[Limb landmark coordinates]
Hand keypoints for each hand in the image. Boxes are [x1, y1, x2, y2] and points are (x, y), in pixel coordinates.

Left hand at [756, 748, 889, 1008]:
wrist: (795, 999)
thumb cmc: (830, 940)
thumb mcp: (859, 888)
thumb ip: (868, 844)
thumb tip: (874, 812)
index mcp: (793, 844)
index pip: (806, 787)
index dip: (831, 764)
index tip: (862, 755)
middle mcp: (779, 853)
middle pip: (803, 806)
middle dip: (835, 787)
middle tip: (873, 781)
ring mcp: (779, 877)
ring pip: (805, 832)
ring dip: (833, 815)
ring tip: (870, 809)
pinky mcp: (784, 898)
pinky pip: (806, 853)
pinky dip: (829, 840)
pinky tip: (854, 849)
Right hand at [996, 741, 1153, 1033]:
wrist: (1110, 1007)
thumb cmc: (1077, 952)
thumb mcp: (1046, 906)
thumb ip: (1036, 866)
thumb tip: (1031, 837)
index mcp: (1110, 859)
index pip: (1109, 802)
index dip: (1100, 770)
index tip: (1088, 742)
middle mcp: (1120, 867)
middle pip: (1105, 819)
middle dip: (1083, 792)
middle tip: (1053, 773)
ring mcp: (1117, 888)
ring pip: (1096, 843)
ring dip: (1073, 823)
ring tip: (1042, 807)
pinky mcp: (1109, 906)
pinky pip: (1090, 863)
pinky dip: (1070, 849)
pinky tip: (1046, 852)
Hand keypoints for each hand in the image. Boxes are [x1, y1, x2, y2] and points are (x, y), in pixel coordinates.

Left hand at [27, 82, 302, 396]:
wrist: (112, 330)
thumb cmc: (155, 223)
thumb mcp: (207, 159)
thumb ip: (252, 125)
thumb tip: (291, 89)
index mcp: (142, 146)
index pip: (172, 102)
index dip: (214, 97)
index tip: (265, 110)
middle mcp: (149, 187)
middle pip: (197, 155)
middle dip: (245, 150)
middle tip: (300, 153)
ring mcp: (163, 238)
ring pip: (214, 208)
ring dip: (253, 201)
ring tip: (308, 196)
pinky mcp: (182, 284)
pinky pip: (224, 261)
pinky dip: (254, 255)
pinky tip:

→ Your assignment
Here the output must be the lines above from the line with "ring pip: (1096, 843)" to the line with "index mcp: (142, 146)", both included, duplicated word for word and nothing else.

→ Response for this exercise
ring pip: (1096, 843)
ring dip: (1073, 823)
ring tip: (1042, 807)
pinky mcp: (1109, 906)
pinky pip: (1090, 863)
pinky dip: (1070, 849)
pinky tip: (1046, 852)
Hand keypoints for each hand in the image. Boxes are [x1, y1, x2, y2] and points are (x, y), in pixel coordinates.

Left hand at [27, 82, 302, 396]:
wrist: (112, 330)
thumb cmc: (155, 223)
thumb mcp: (207, 159)
thumb ip: (252, 125)
thumb tip: (291, 89)
index mcp: (142, 146)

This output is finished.